The Long Walk to School
Sun, 10/09/2011 - 10:10am | by nmhood
Woodbury has a problem. Kids don’t walk to school.
In the hubbub, no one notices what’s missing – the dying practice of walking to school. Of 620 students at Bailey, not one walks – not even those who live one block away. Managers of a 6-year-old federal program think they know why.
Of 620 students at Bailey Elementary, not one walks. This sounds startling, but if you look at the aerial map you’ll see it’s totally reasonable why parents don’t let their kids walk to school. It’s setback a good distance from an intersection of a busy collector road and a county highway. Not only is the school setback; the adjacent homes are, too. So, even if a family lived relatively close to the school, walking would still be a great distance – especially for a younger child.
Children don’t walk to schools like Bailey because of the lack of sidewalks and safe street crossings. But after spending $820 million to promote walking to school and reducing childhood obesity, there is no sign the program has actually added any walkers at all. [Fewer students walk to school; Minnesota Public Radio] – Bold emphasis mine
Children don’t walk to school because they lack sidewalks and safe street crossings. This claim by the experts is true, but doesn’t tell the whole story. Suburban neighborhoods often have no sidewalks besides the occasional winding pathway that connects one edge of the subdivision through a poorly defined park towards the other end in a curvy, non-direct way and large suburban road crossings can be scary. The crossing near Bailey Elementary in Woodbury has a crosswalk, but no stop lights to halt the 55 mph traffic. But – even if more sidewalks and safer crossings were added to the equation, this would still ignores the big problem of distance. If Bailey Elementary added all the recommended changes, it would be a nearly impossible two to five mile hike to school for each 10 year old.

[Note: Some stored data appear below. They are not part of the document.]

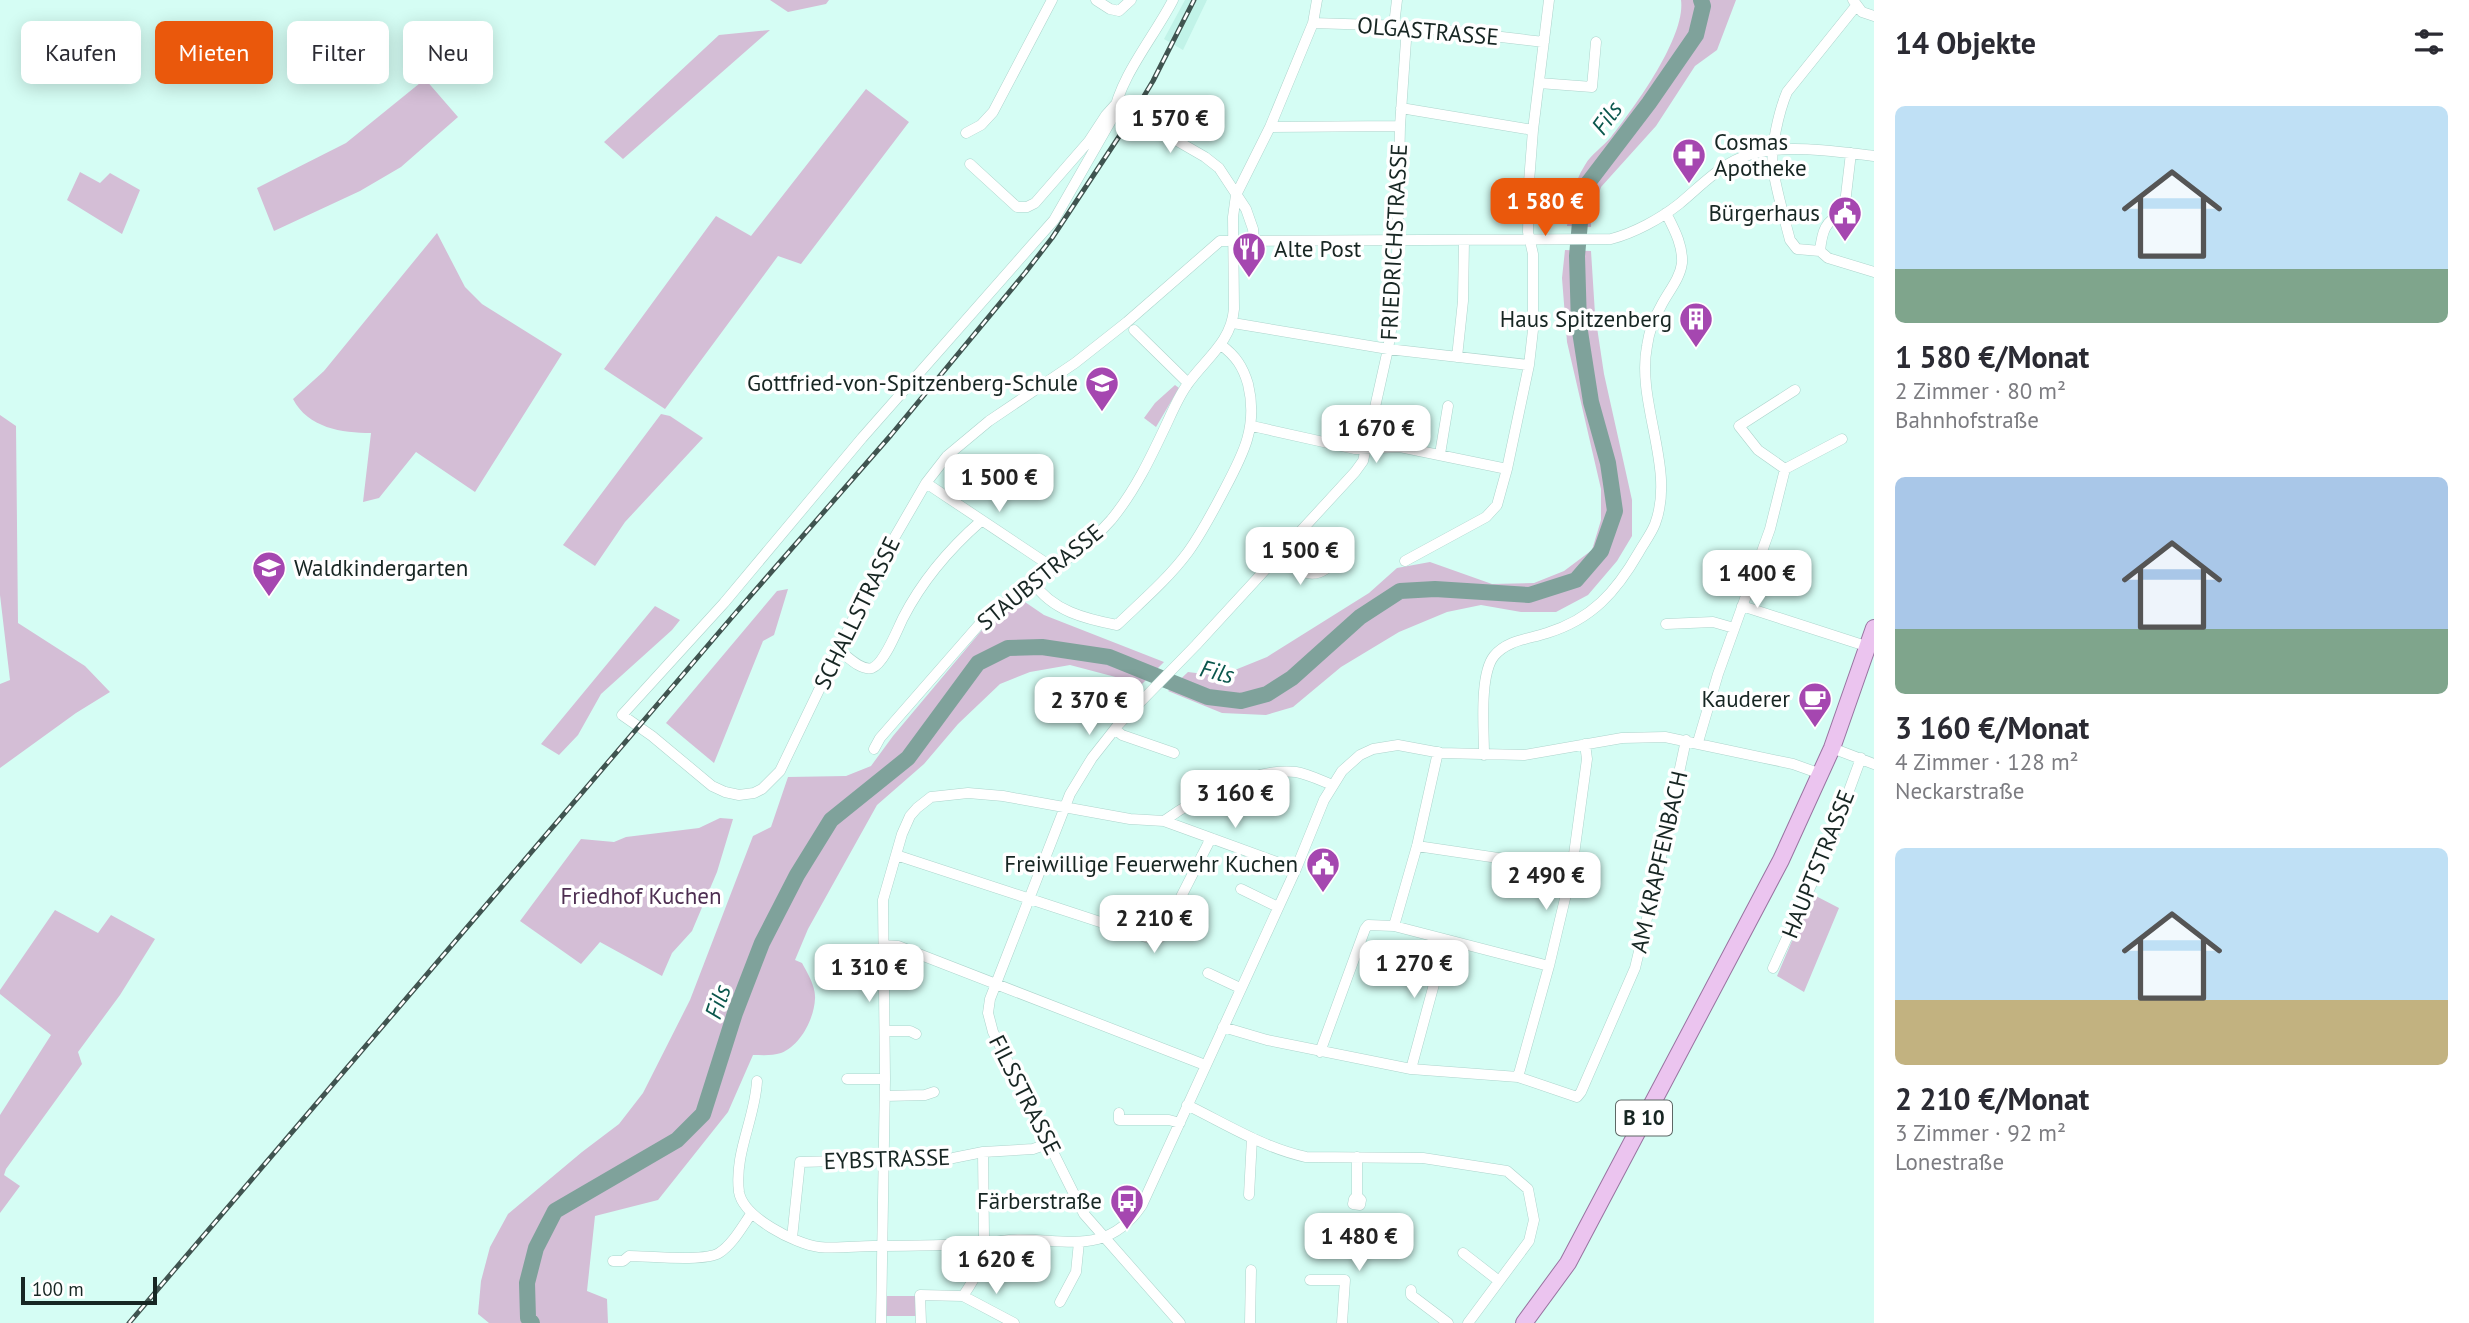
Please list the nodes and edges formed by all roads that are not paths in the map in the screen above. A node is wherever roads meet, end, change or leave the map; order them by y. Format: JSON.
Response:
{"nodes":[{"id":1,"x":1052,"y":0,"type":"edge"},
{"id":2,"x":1096,"y":0,"type":"edge"},
{"id":3,"x":1131,"y":0,"type":"edge"},
{"id":4,"x":1173,"y":0,"type":"edge"},
{"id":5,"x":1317,"y":0,"type":"edge"},
{"id":6,"x":1397,"y":0,"type":"edge"},
{"id":7,"x":1549,"y":0,"type":"edge"},
{"id":8,"x":1854,"y":3,"type":"edge"},
{"id":9,"x":1874,"y":16,"type":"edge"},
{"id":10,"x":1313,"y":23,"type":"junction"},
{"id":11,"x":1394,"y":25,"type":"junction"},
{"id":12,"x":1407,"y":26,"type":"junction"},
{"id":13,"x":1544,"y":42,"type":"junction"},
{"id":14,"x":1596,"y":42,"type":"dead end"},
{"id":15,"x":1539,"y":83,"type":"junction"},
{"id":16,"x":1115,"y":105,"type":"junction"},
{"id":17,"x":1401,"y":108,"type":"junction"},
{"id":18,"x":1399,"y":126,"type":"junction"},
{"id":19,"x":1270,"y":127,"type":"junction"},
{"id":20,"x":1533,"y":130,"type":"junction"},
{"id":21,"x":966,"y":133,"type":"dead end"},
{"id":22,"x":1774,"y":150,"type":"junction"},
{"id":23,"x":1851,"y":153,"type":"junction"},
{"id":24,"x":1874,"y":156,"type":"edge"},
{"id":25,"x":970,"y":164,"type":"dead end"},
{"id":26,"x":1236,"y":195,"type":"junction"},
{"id":27,"x":1666,"y":214,"type":"junction"},
{"id":28,"x":1233,"y":240,"type":"junction"},
{"id":29,"x":1254,"y":240,"type":"junction"},
{"id":30,"x":1464,"y":240,"type":"junction"},
{"id":31,"x":1530,"y":240,"type":"junction"},
{"id":32,"x":1397,"y":241,"type":"junction"},
{"id":33,"x":1820,"y":251,"type":"junction"},
{"id":34,"x":1874,"y":272,"type":"edge"},
{"id":35,"x":1233,"y":323,"type":"junction"},
{"id":36,"x":1134,"y":330,"type":"dead end"},
{"id":37,"x":1221,"y":345,"type":"junction"},
{"id":38,"x":1388,"y":349,"type":"junction"},
{"id":39,"x":1457,"y":357,"type":"junction"},
{"id":40,"x":1529,"y":365,"type":"junction"},
{"id":41,"x":1188,"y":383,"type":"junction"},
{"id":42,"x":1795,"y":390,"type":"dead end"},
{"id":43,"x":1448,"y":406,"type":"dead end"},
{"id":44,"x":1252,"y":426,"type":"junction"},
{"id":45,"x":1842,"y":439,"type":"dead end"},
{"id":46,"x":1367,"y":450,"type":"junction"},
{"id":47,"x":1440,"y":454,"type":"junction"},
{"id":48,"x":1507,"y":469,"type":"junction"},
{"id":49,"x":1784,"y":469,"type":"junction"},
{"id":50,"x":926,"y":483,"type":"junction"},
{"id":51,"x":981,"y":521,"type":"junction"},
{"id":52,"x":1282,"y":552,"type":"junction"},
{"id":53,"x":1405,"y":561,"type":"dead end"},
{"id":54,"x":1055,"y":569,"type":"junction"},
{"id":55,"x":1326,"y":569,"type":"dead end"},
{"id":56,"x":1033,"y":582,"type":"junction"},
{"id":57,"x":1742,"y":606,"type":"junction"},
{"id":58,"x":1666,"y":624,"type":"dead end"},
{"id":59,"x":1734,"y":628,"type":"junction"},
{"id":60,"x":1874,"y":628,"type":"edge"},
{"id":61,"x":1869,"y":647,"type":"junction"},
{"id":62,"x":839,"y":650,"type":"junction"},
{"id":63,"x":1173,"y":668,"type":"joint"},
{"id":64,"x":1115,"y":729,"type":"junction"},
{"id":65,"x":1686,"y":740,"type":"junction"},
{"id":66,"x":1698,"y":743,"type":"junction"},
{"id":67,"x":1585,"y":744,"type":"junction"},
{"id":68,"x":1832,"y":748,"type":"junction"},
{"id":69,"x":874,"y":749,"type":"dead end"},
{"id":70,"x":1438,"y":752,"type":"junction"},
{"id":71,"x":1174,"y":753,"type":"dead end"},
{"id":72,"x":1484,"y":755,"type":"junction"},
{"id":73,"x":1861,"y":758,"type":"junction"},
{"id":74,"x":1874,"y":764,"type":"edge"},
{"id":75,"x":1821,"y":775,"type":"junction"},
{"id":76,"x":1332,"y":785,"type":"junction"},
{"id":77,"x":1065,"y":808,"type":"junction"},
{"id":78,"x":1164,"y":821,"type":"junction"},
{"id":79,"x":1211,"y":838,"type":"junction"},
{"id":80,"x":1417,"y":846,"type":"junction"},
{"id":81,"x":896,"y":855,"type":"junction"},
{"id":82,"x":1296,"y":869,"type":"junction"},
{"id":83,"x":1572,"y":869,"type":"junction"},
{"id":84,"x":1241,"y":889,"type":"dead end"},
{"id":85,"x":1029,"y":898,"type":"junction"},
{"id":86,"x":1278,"y":907,"type":"junction"},
{"id":87,"x":1394,"y":926,"type":"junction"},
{"id":88,"x":1446,"y":940,"type":"junction"},
{"id":89,"x":884,"y":945,"type":"junction"},
{"id":90,"x":1549,"y":966,"type":"junction"},
{"id":91,"x":1773,"y":968,"type":"dead end"},
{"id":92,"x":1208,"y":973,"type":"dead end"},
{"id":93,"x":996,"y":984,"type":"junction"},
{"id":94,"x":1240,"y":988,"type":"junction"},
{"id":95,"x":1223,"y":1027,"type":"junction"},
{"id":96,"x":885,"y":1031,"type":"junction"},
{"id":97,"x":916,"y":1034,"type":"dead end"},
{"id":98,"x":1320,"y":1052,"type":"junction"},
{"id":99,"x":1205,"y":1065,"type":"junction"},
{"id":100,"x":1411,"y":1069,"type":"junction"},
{"id":101,"x":1518,"y":1077,"type":"junction"},
{"id":102,"x":847,"y":1079,"type":"dead end"},
{"id":103,"x":885,"y":1079,"type":"junction"},
{"id":104,"x":757,"y":1081,"type":"dead end"},
{"id":105,"x":934,"y":1092,"type":"dead end"},
{"id":106,"x":885,"y":1096,"type":"junction"},
{"id":107,"x":1188,"y":1105,"type":"junction"},
{"id":108,"x":1119,"y":1113,"type":"dead end"},
{"id":109,"x":1180,"y":1123,"type":"junction"},
{"id":110,"x":1252,"y":1138,"type":"junction"},
{"id":111,"x":1050,"y":1143,"type":"junction"},
{"id":112,"x":983,"y":1152,"type":"junction"},
{"id":113,"x":1357,"y":1157,"type":"junction"},
{"id":114,"x":882,"y":1160,"type":"junction"},
{"id":115,"x":1249,"y":1195,"type":"dead end"},
{"id":116,"x":1357,"y":1196,"type":"dead end"},
{"id":117,"x":751,"y":1214,"type":"junction"},
{"id":118,"x":792,"y":1238,"type":"junction"},
{"id":119,"x":1104,"y":1238,"type":"junction"},
{"id":120,"x":1079,"y":1242,"type":"junction"},
{"id":121,"x":986,"y":1244,"type":"junction"},
{"id":122,"x":882,"y":1246,"type":"junction"},
{"id":123,"x":1463,"y":1253,"type":"dead end"},
{"id":124,"x":613,"y":1261,"type":"dead end"},
{"id":125,"x":1251,"y":1270,"type":"dead end"},
{"id":126,"x":1310,"y":1280,"type":"dead end"},
{"id":127,"x":1499,"y":1281,"type":"junction"},
{"id":128,"x":1410,"y":1290,"type":"dead end"},
{"id":129,"x":963,"y":1296,"type":"junction"},
{"id":130,"x":1060,"y":1302,"type":"dead end"},
{"id":131,"x":881,"y":1323,"type":"edge"},
{"id":132,"x":921,"y":1323,"type":"edge"},
{"id":133,"x":1014,"y":1323,"type":"edge"},
{"id":134,"x":1180,"y":1323,"type":"edge"},
{"id":135,"x":1250,"y":1323,"type":"edge"},
{"id":136,"x":1342,"y":1323,"type":"edge"},
{"id":137,"x":1448,"y":1323,"type":"edge"},
{"id":138,"x":1468,"y":1323,"type":"edge"},
{"id":139,"x":1524,"y":1323,"type":"edge"}],
"edges":[{"from":1,"to":21,"type":"street"},
{"from":2,"to":3,"type":"street"},
{"from":4,"to":16,"type":"street"},
{"from":5,"to":10,"type":"street"},
{"from":6,"to":11,"type":"street"},
{"from":7,"to":13,"type":"street"},
{"from":8,"to":9,"type":"street"},
{"from":8,"to":22,"type":"street"},
{"from":10,"to":11,"type":"street","name":"OLGASTRASSE"},
{"from":10,"to":19,"type":"street"},
{"from":11,"to":12,"type":"street","name":"OLGASTRASSE"},
{"from":12,"to":13,"type":"street","name":"OLGASTRASSE"},
{"from":12,"to":17,"type":"street","name":"FRIEDRICHSTRASSE"},
{"from":13,"to":15,"type":"street"},
{"from":14,"to":15,"type":"street"},
{"from":15,"to":20,"type":"street"},
{"from":16,"to":25,"type":"street"},
{"from":16,"to":26,"type":"street"},
{"from":16,"to":62,"type":"street","name":"SCHALLSTRASSE"},
{"from":17,"to":18,"type":"street","name":"FRIEDRICHSTRASSE"},
{"from":17,"to":20,"type":"street"},
{"from":18,"to":19,"type":"street"},
{"from":18,"to":32,"type":"street","name":"FRIEDRICHSTRASSE"},
{"from":19,"to":26,"type":"street"},
{"from":20,"to":31,"type":"street"},
{"from":22,"to":23,"type":"street"},
{"from":22,"to":27,"type":"street"},
{"from":22,"to":33,"type":"street"},
{"from":23,"to":24,"type":"street"},
{"from":23,"to":33,"type":"street"},
{"from":26,"to":28,"type":"street","name":"STAUBSTRASSE"},
{"from":26,"to":29,"type":"street"},
{"from":27,"to":31,"type":"street"},
{"from":27,"to":72,"type":"street"},
{"from":28,"to":29,"type":"street"},
{"from":28,"to":35,"type":"street","name":"STAUBSTRASSE"},
{"from":28,"to":50,"type":"street","name":"SCHALLSTRASSE"},
{"from":29,"to":32,"type":"street"},
{"from":30,"to":31,"type":"street"},
{"from":30,"to":32,"type":"street"},
{"from":30,"to":39,"type":"street"},
{"from":31,"to":40,"type":"street"},
{"from":32,"to":38,"type":"street","name":"FRIEDRICHSTRASSE"},
{"from":33,"to":34,"type":"street"},
{"from":35,"to":37,"type":"street","name":"STAUBSTRASSE"},
{"from":35,"to":38,"type":"street"},
{"from":36,"to":41,"type":"street"},
{"from":37,"to":41,"type":"street","name":"STAUBSTRASSE"},
{"from":37,"to":44,"type":"street"},
{"from":38,"to":39,"type":"street"},
{"from":38,"to":46,"type":"street","name":"FRIEDRICHSTRASSE"},
{"from":39,"to":40,"type":"street"},
{"from":40,"to":48,"type":"street"},
{"from":41,"to":54,"type":"street","name":"STAUBSTRASSE"},
{"from":42,"to":49,"type":"street"},
{"from":43,"to":47,"type":"street"},
{"from":44,"to":46,"type":"street"},
{"from":44,"to":56,"type":"street"},
{"from":45,"to":49,"type":"street"},
{"from":46,"to":47,"type":"street"},
{"from":46,"to":52,"type":"street","name":"FRIEDRICHSTRASSE"},
{"from":47,"to":48,"type":"street"},
{"from":48,"to":53,"type":"street"},
{"from":49,"to":57,"type":"street"},
{"from":50,"to":51,"type":"street"},
{"from":50,"to":62,"type":"street","name":"SCHALLSTRASSE"},
{"from":51,"to":54,"type":"street"},
{"from":51,"to":62,"type":"street"},
{"from":52,"to":55,"type":"street"},
{"from":52,"to":63,"type":"street","name":"FRIEDRICHSTRASSE"},
{"from":54,"to":56,"type":"street","name":"STAUBSTRASSE"},
{"from":56,"to":69,"type":"street","name":"STAUBSTRASSE"},
{"from":57,"to":59,"type":"street"},
{"from":57,"to":61,"type":"street"},
{"from":58,"to":59,"type":"street"},
{"from":59,"to":66,"type":"street"},
{"from":60,"to":61,"type":"main road","name":"HAUPTSTRASSE","number":"B 10"},
{"from":61,"to":68,"type":"main road","name":"HAUPTSTRASSE","number":"B 10"},
{"from":63,"to":64,"type":"street","name":"FILSSTRASSE"},
{"from":64,"to":71,"type":"street"},
{"from":64,"to":77,"type":"street","name":"FILSSTRASSE"},
{"from":65,"to":66,"type":"street"},
{"from":65,"to":67,"type":"street"},
{"from":65,"to":101,"type":"street","name":"AM KRAPFENBACH"},
{"from":66,"to":75,"type":"street"},
{"from":67,"to":72,"type":"street"},
{"from":67,"to":83,"type":"street"},
{"from":68,"to":73,"type":"street"},
{"from":68,"to":75,"type":"main road","name":"HAUPTSTRASSE","number":"B 10"},
{"from":70,"to":72,"type":"street"},
{"from":70,"to":76,"type":"street"},
{"from":70,"to":80,"type":"street"},
{"from":73,"to":74,"type":"street"},
{"from":73,"to":91,"type":"street","name":"HAUPTSTRASSE"},
{"from":75,"to":139,"type":"main road","name":"HAUPTSTRASSE","number":"B 10"},
{"from":76,"to":78,"type":"street"},
{"from":76,"to":82,"type":"street"},
{"from":77,"to":78,"type":"street"},
{"from":77,"to":81,"type":"street"},
{"from":77,"to":85,"type":"street","name":"FILSSTRASSE"},
{"from":78,"to":79,"type":"street"},
{"from":79,"to":82,"type":"street"},
{"from":79,"to":85,"type":"street"},
{"from":80,"to":83,"type":"street"},
{"from":80,"to":87,"type":"street"},
{"from":81,"to":85,"type":"street"},
{"from":81,"to":89,"type":"street"},
{"from":82,"to":86,"type":"street"},
{"from":83,"to":90,"type":"street"},
{"from":84,"to":86,"type":"street"},
{"from":85,"to":93,"type":"street","name":"FILSSTRASSE"},
{"from":86,"to":94,"type":"street"},
{"from":87,"to":88,"type":"street"},
{"from":87,"to":98,"type":"street"},
{"from":88,"to":90,"type":"street"},
{"from":88,"to":100,"type":"street"},
{"from":89,"to":93,"type":"street"},
{"from":89,"to":96,"type":"street"},
{"from":90,"to":101,"type":"street"},
{"from":92,"to":94,"type":"street"},
{"from":93,"to":99,"type":"street"},
{"from":93,"to":111,"type":"street","name":"FILSSTRASSE"},
{"from":94,"to":95,"type":"street"},
{"from":95,"to":98,"type":"street"},
{"from":95,"to":99,"type":"street"},
{"from":96,"to":97,"type":"street"},
{"from":96,"to":103,"type":"street"},
{"from":98,"to":100,"type":"street"},
{"from":99,"to":107,"type":"street"},
{"from":100,"to":101,"type":"street"},
{"from":102,"to":103,"type":"street"},
{"from":103,"to":106,"type":"street"},
{"from":104,"to":117,"type":"street"},
{"from":105,"to":106,"type":"street"},
{"from":106,"to":114,"type":"street"},
{"from":107,"to":109,"type":"street"},
{"from":107,"to":110,"type":"street"},
{"from":108,"to":109,"type":"street"},
{"from":109,"to":119,"type":"street"},
{"from":110,"to":113,"type":"street"},
{"from":110,"to":115,"type":"street"},
{"from":111,"to":112,"type":"street","name":"EYBSTRASSE"},
{"from":111,"to":119,"type":"street","name":"FILSSTRASSE"},
{"from":112,"to":114,"type":"street","name":"EYBSTRASSE"},
{"from":112,"to":121,"type":"street"},
{"from":113,"to":116,"type":"street"},
{"from":113,"to":127,"type":"street"},
{"from":114,"to":118,"type":"street","name":"EYBSTRASSE"},
{"from":114,"to":122,"type":"street"},
{"from":117,"to":118,"type":"street"},
{"from":117,"to":124,"type":"street"},
{"from":118,"to":122,"type":"street"},
{"from":119,"to":120,"type":"street"},
{"from":119,"to":134,"type":"street","name":"FILSSTRASSE"},
{"from":120,"to":121,"type":"street"},
{"from":120,"to":130,"type":"street"},
{"from":121,"to":122,"type":"street"},
{"from":121,"to":129,"type":"street"},
{"from":122,"to":131,"type":"street"},
{"from":123,"to":127,"type":"street"},
{"from":125,"to":135,"type":"street"},
{"from":126,"to":136,"type":"street"},
{"from":127,"to":138,"type":"street"},
{"from":128,"to":137,"type":"street"},
{"from":129,"to":132,"type":"street"},
{"from":129,"to":133,"type":"street"}]}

We’ve arranged our neighborhoods in a way that they are very far away from everyday places. This costs us a great deal of time and money: parents need to drive their children to school before they head off to work (time) and use up gas in the process (money).
[Woodbury's new high school mega complex - not even on Google Maps yet]
The article recognizes that “many schools are built to discourage walking” and interviews a local architect:
Many schools are resistant to change because they are designed for drivers, not pedestrians. Architect Paul Youngquist learned that lesson when he was planning the new East Ridge High School in Woodbury in 2007.
“I wanted to put the parking lots a bit away from the building,” Youngquist said. But at a meeting, someone was aghast at the idea that the move would make students walk farther. “I said: `Good! A walk seems like an appropriate way to start the day,’ ” Youngquist recalled.
But the chorus of outrage swelled until he relented. He pushed the parking lots next to the building.
“They just don’t want to walk,” Youngquist said.
Youngquist nails it. We, as a suburbanized culture, don’t want to walk – mostly because we sort of understand that the stuff we have built isn’t worth walking by.
“East Ridge looks like most suburban schools – akin to a shopping mall surrounded by acres of pedestrian-hostile open space.”
Well said. It looks like we’re finally starting to put the pieces of the puzzle together. We’re not there yet, but we seem to be getting close. It's very telling that even $820 million worth of grants can't make pedestrian activity possibly in the land of epic sprawl.